Espulsioni, pronta la lista 15 rumeni nel mirino
Dopo una serie di incontri in Prefettura, per mettere a punto strategie e procedure, le forze dell'ordine sono pronte a sottoporre al prefetto una lista di 15 rumeni considerati pericolosi e quindi da sottoporre ad espulsione.

CUPELLARO TREVISO CONFERENZA STAMPA ARRESTO RUMENO AREOPORTO CANOVA, IN FOTO LUCHIEAN JON AGENZIA FOTOGRAFICA FOTOFILM
Via alle prime espulsioni di stranieri «indesiderati». Le forze di polizia sottoporranno al prefetto di Treviso, Vittorio Capocelli alcuni nomi di cittadini comunitari considerati «pericolosi».
Sarà il prefetto a decidere se firmare o no il biglietto di sola andata verso il paese di origine.

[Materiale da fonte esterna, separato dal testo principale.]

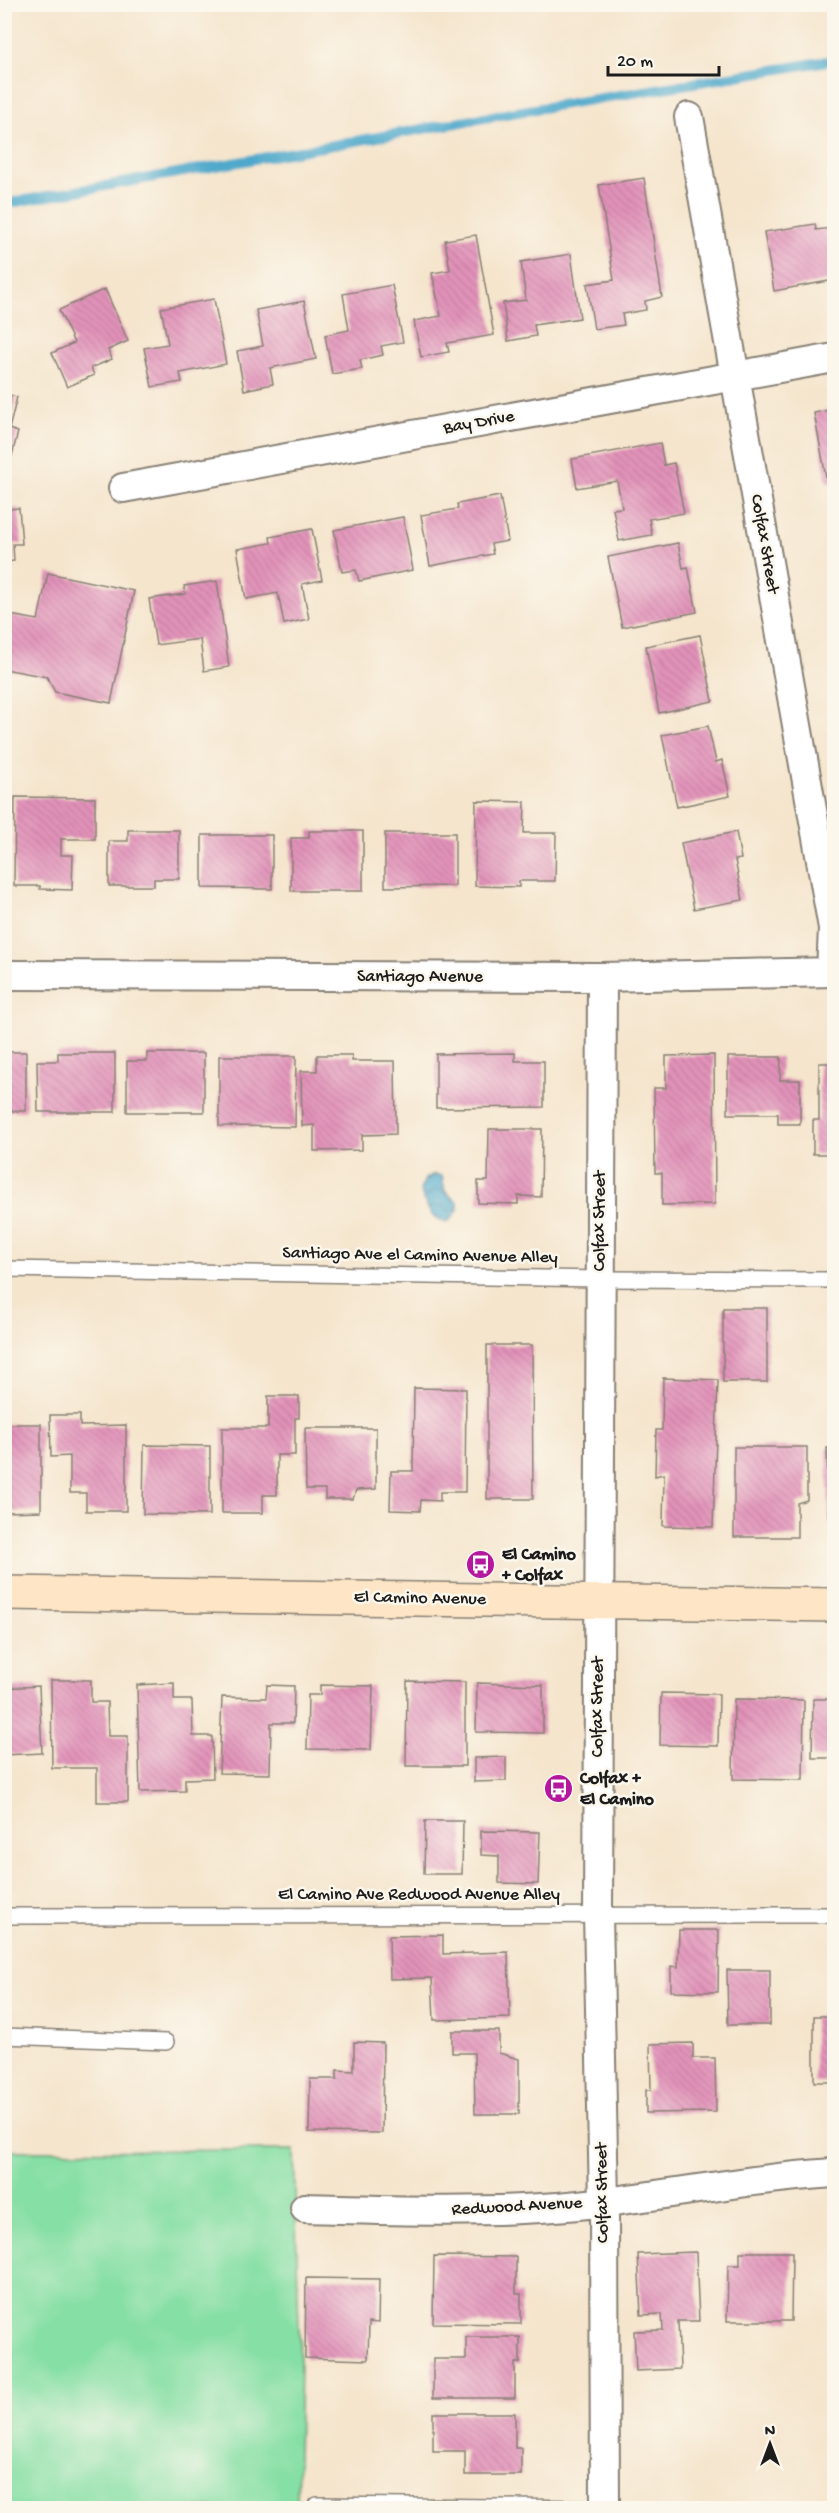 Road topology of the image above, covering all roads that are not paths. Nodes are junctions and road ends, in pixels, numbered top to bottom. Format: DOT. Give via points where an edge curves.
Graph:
graph roads {
  1 [pos="689,117"];
  2 [pos="834,358"];
  3 [pos="734,376"];
  4 [pos="123,488"];
  5 [pos="833,972"];
  6 [pos="4,975"];
  7 [pos="602,977"];
  8 [pos="4,1269"];
  9 [pos="600,1279"];
  10 [pos="834,1280"];
  11 [pos="4,1593"];
  12 [pos="598,1601"];
  13 [pos="834,1605"];
  14 [pos="598,1914"];
  15 [pos="834,1914"];
  16 [pos="4,1916"];
  17 [pos="4,2036"];
  18 [pos="166,2042"];
  19 [pos="834,2173"];
  20 [pos="604,2202"];
  21 [pos="305,2208"];
  22 [pos="317,2505"];
  23 [pos="592,2508"];
  24 [pos="604,2508"];
  1 -- 3 [label="street, Colfax Street"];
  2 -- 3 [label="street, Bay Drive"];
  3 -- 4 [label="street, Bay Drive"];
  3 -- 5 [label="street, Colfax Street" via="833,928"];
  5 -- 7 [label="street, Santiago Avenue"];
  6 -- 7 [label="street, Santiago Avenue"];
  7 -- 9 [label="street, Colfax Street"];
  8 -- 9 [label="lane, Santiago Ave el Camino Avenue Alley"];
  9 -- 10 [label="lane, Santiago Ave el Camino Avenue Alley"];
  9 -- 12 [label="street, Colfax Street"];
  11 -- 12 [label="main road, El Camino Avenue"];
  12 -- 13 [label="main road, El Camino Avenue"];
  12 -- 14 [label="street, Colfax Street"];
  14 -- 15 [label="lane, El Camino Ave Redwood Avenue Alley"];
  14 -- 16 [label="lane, El Camino Ave Redwood Avenue Alley"];
  14 -- 20 [label="street, Colfax Street"];
  17 -- 18 [label="lane"];
  19 -- 20 [label="street, Redwood Avenue"];
  20 -- 21 [label="street, Redwood Avenue" via="444,2212"];
  20 -- 24 [label="street, Colfax Street"];
  22 -- 23 [label="lane"];
}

La notizia trapela dalle stesse forze dell’ordine, dopo un comitato di sicurezza tenuto in Prefettura e protetto dal massimo riserbo.

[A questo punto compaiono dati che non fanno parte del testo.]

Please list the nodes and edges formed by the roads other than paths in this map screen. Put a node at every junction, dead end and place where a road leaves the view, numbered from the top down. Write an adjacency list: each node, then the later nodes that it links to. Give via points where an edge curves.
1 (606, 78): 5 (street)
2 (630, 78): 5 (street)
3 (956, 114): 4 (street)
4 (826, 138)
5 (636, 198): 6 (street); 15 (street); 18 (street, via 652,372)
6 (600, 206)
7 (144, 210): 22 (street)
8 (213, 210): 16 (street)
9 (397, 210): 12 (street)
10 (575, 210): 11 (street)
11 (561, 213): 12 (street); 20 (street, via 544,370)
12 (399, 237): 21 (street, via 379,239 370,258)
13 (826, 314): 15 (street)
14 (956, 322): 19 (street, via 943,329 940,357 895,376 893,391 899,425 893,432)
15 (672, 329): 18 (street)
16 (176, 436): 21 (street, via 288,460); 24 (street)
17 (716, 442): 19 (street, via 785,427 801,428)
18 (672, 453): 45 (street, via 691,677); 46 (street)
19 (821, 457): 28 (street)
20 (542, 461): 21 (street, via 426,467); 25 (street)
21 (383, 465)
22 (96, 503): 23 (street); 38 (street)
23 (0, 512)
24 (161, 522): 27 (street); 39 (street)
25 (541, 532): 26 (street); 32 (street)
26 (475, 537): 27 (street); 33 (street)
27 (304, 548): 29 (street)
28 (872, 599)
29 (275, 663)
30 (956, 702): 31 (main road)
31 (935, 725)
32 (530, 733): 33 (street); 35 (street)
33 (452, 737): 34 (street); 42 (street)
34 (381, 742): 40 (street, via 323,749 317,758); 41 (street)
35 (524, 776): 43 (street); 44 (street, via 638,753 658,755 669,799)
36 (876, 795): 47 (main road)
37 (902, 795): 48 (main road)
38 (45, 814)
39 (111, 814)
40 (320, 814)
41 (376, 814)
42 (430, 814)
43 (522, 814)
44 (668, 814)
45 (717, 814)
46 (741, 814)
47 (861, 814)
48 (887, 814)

E' stato organizzato un nuovo incontro riunirà carabinieri, polizia, guardia di finanza con gli amministratori locali.
Si inizia dal vicesindaco Gentilini. I sindaci possono fare le loro segnalazioni.
E’ un iter lungo e complicato quello che è in corso in questi giorni in prefettura. Iniziato venerdì, quando è entrato in vigore il decreto sulla sicurezza, continuerà fino alla fine della settimana.

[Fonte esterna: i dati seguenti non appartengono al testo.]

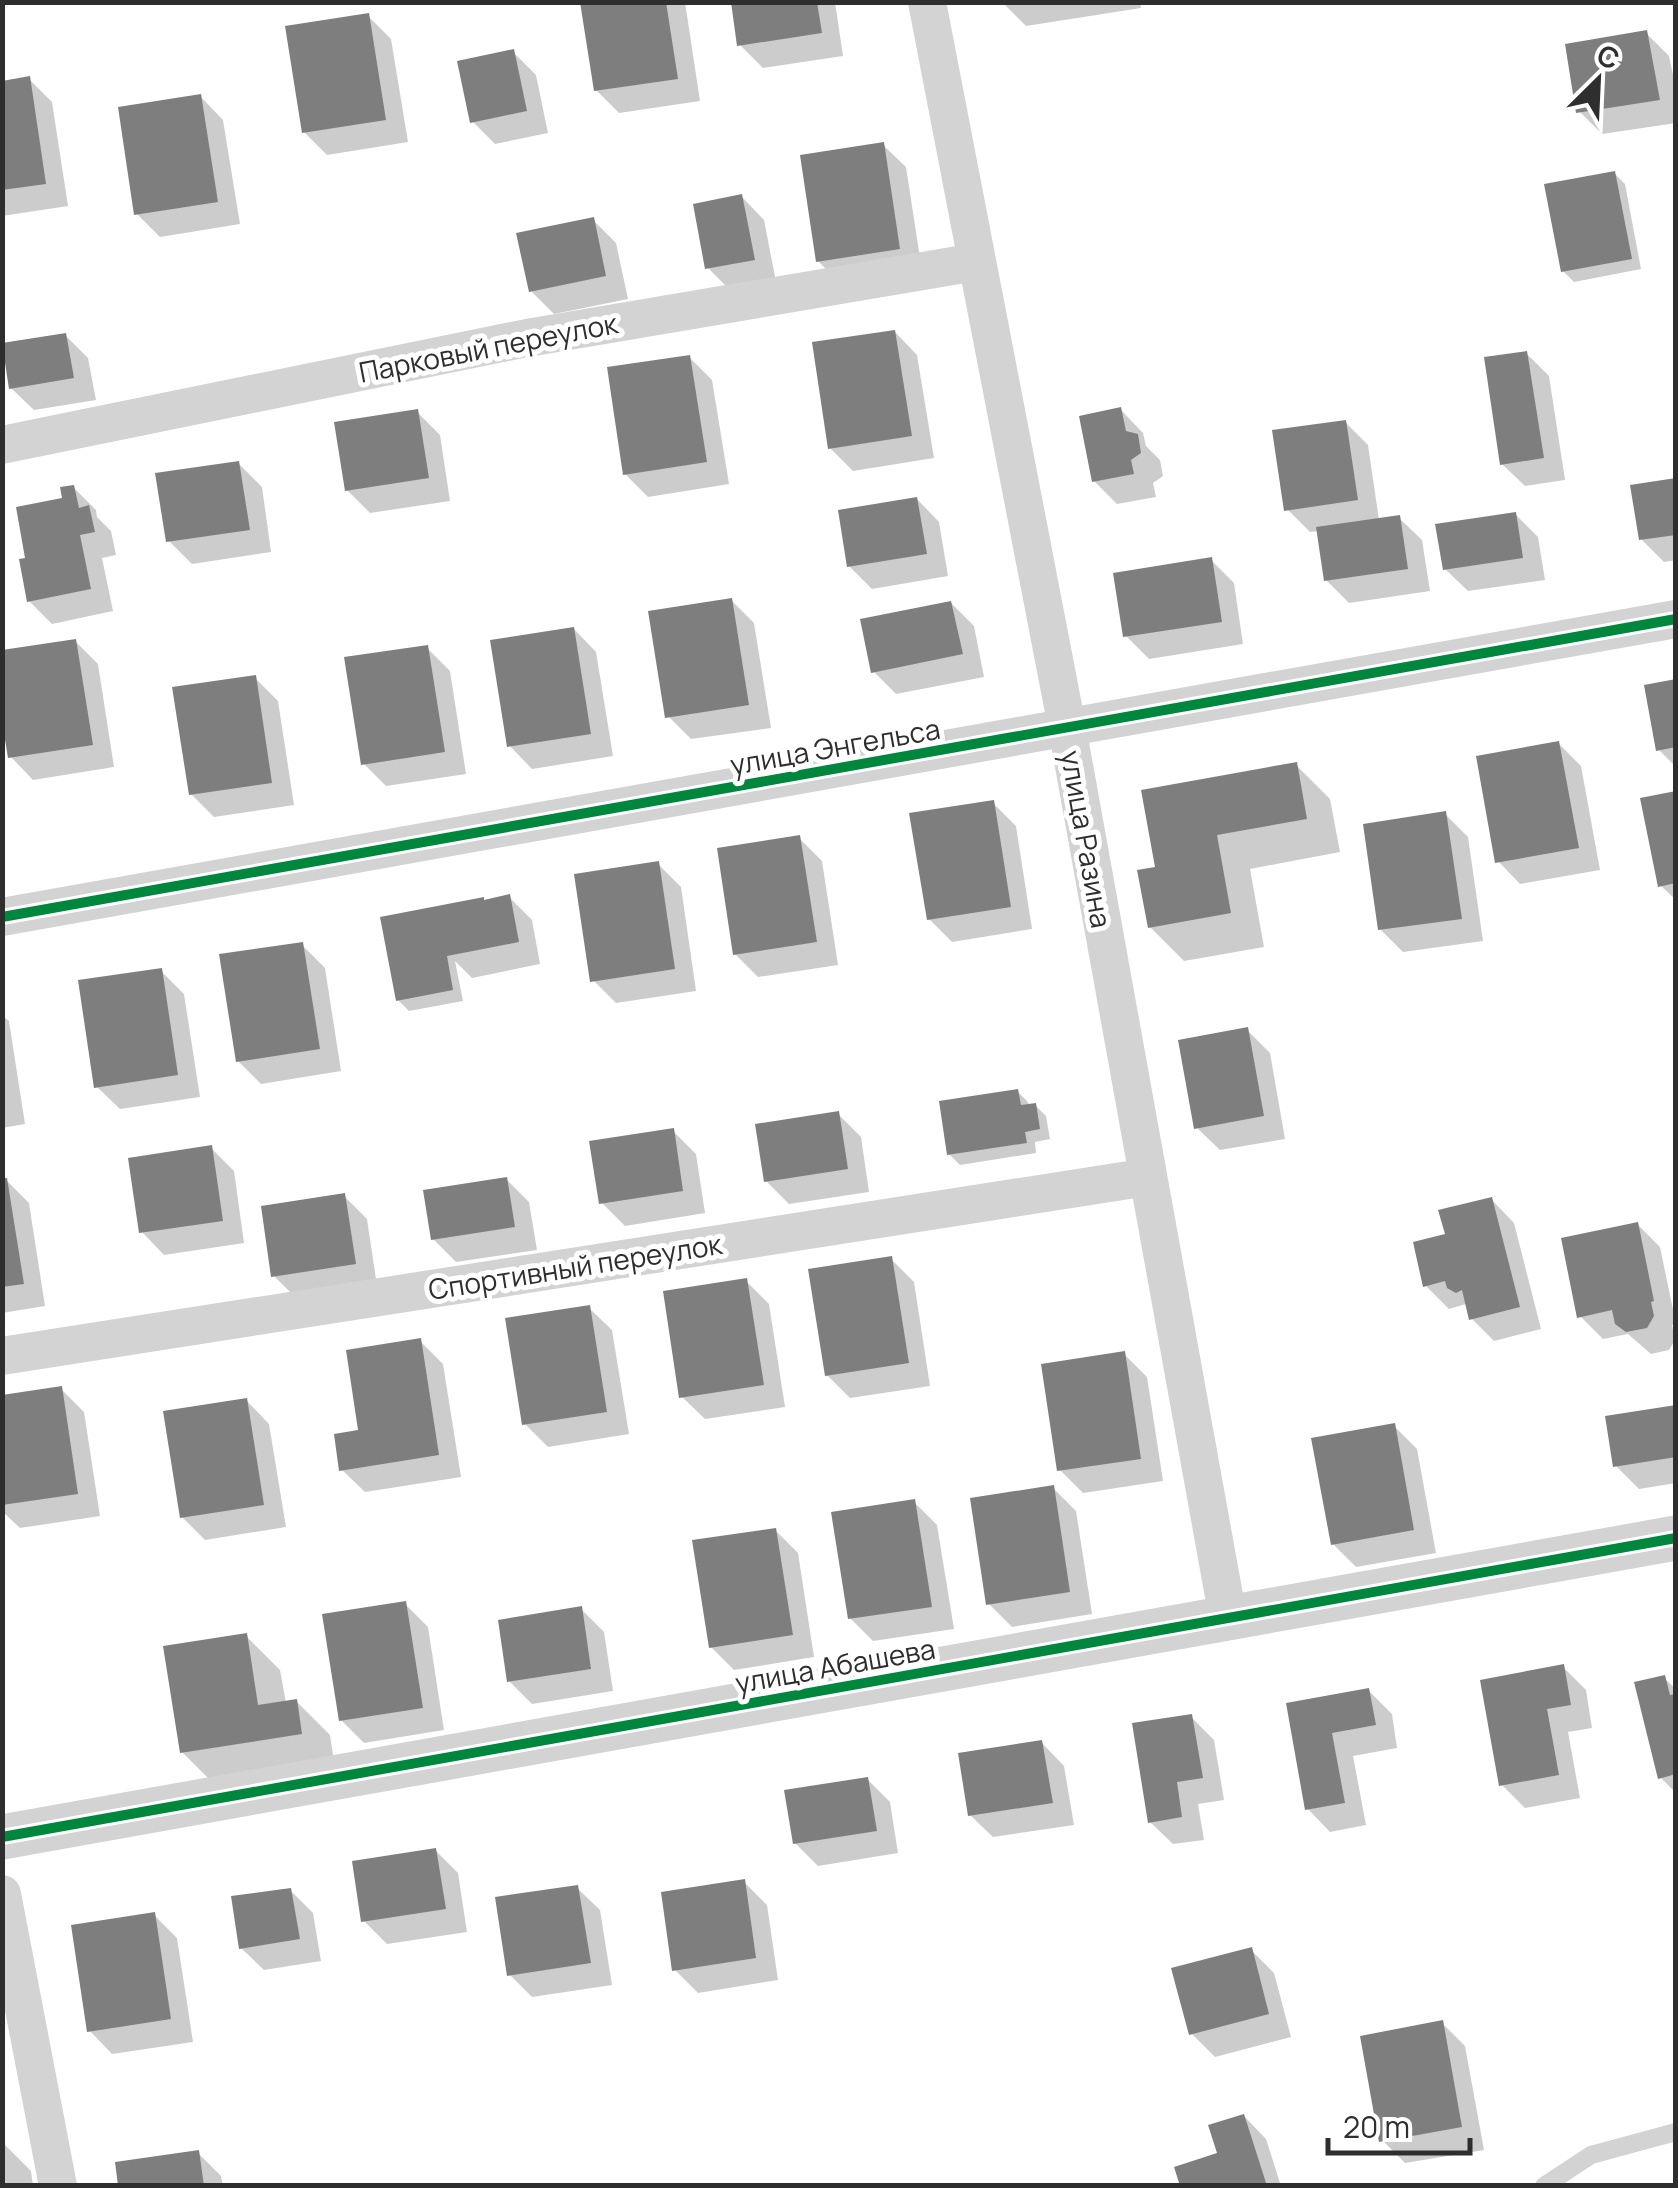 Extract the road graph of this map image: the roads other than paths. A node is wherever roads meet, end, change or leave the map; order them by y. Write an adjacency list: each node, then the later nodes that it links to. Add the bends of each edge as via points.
1 (926, 2): 2 (street, улица Разина)
2 (976, 262): 3 (street, Парковый переулок, via 527,338); 5 (street, улица Разина)
3 (2, 445)
4 (1676, 619): 5 (street, улица Энгельса)
5 (1067, 727): 6 (street, улица Энгельса); 7 (street, улица Разина)
6 (2, 917)
7 (1148, 1177): 8 (street, Спортивный переулок); 10 (street, улица Разина)
8 (2, 1356)
9 (1676, 1538): 10 (street, улица Абашева)
10 (1228, 1618): 11 (street, улица Абашева)
11 (2, 1837)
12 (2, 1894): 13 (street)
13 (13, 2004): 15 (street)
14 (1676, 2132): 16 (lane, via 1591,2155)
15 (58, 2186)
16 (1544, 2186)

Nel mirino almeno quindici rumeni ritenuti «pericolosi» per la sicurezza pubblica del territorio. In base a discrezioni trapelate dalle forze dell’ordine la lista dei cittadini comunitari da espellere nella Marca potrebbe aumentare.
Sarebbero comunque una ventina i nomi su cui forze dell’ordine, magistratura e prefetto dovranno discutere, ma su alcuni di questi l’accordo sarebbe stato già trovato.
Massimo riserbo sulle identità, ma si tratterrebbe di alcuni soggetti con pesanti precedenti penali. A quei primi quindici nomi di soggetti considerati «pericolosi» dalle forze di polizia infatti andranno aggiunti quelli che nei prossimi giorni potranno essere presentati dai sindaci dei vari comuni della Marca.
Il decreto infatti parla chiaro. Il provvedimento (sia quello di espulsione immediata che di invito ad allontanarsi entro trenta giorni) riguarderà non solo gli stranieri che si considerano abbiano rotto le regole della convivenza e dunque verrano dichiarati pericolosi per la sicurezza pubblica, ma anche chi non si ritiene abbia i requisiti che garantiscono una permanenza legale nel territorio. Ad esempio, pur essendo incensurati non hanno però un lavoro e una casa.
Su questo punto verranno chiamati ad esprimersi i sindaci ed è facile prevedere che ci sia il rischio che la discussione da tecnica diventi politica. L’ultima firma che darà via ai vari provvedimenti sarà comunque quella del prefetto Capocelli che sembra avere l’intenzione di procedere con prudenza.
C’è poi un’altra novità. Non si esclude che nella lista degli «indesiderati» a Treviso, non ci siano come previsto solo cittadini provenienti dai paesi entrati da poco nella comunità europea, come rumeni e bulgari su cui è forte la pressione delle forze dell’ordine, ma anche di nazionalità con antica tradizione comunitaria.
Anche a loro verranno applicate le stesse regole. Questa mattina dunque in prefettura si terrà il Comitato per l’ordine e la sicurezza e Capocelli dovrebbe firmare le prime espulsioni con accompagnamento.
L’unica cosa certa, al momento, è che i provvedimenti saranno eseguiti nel giro di pochi giorni.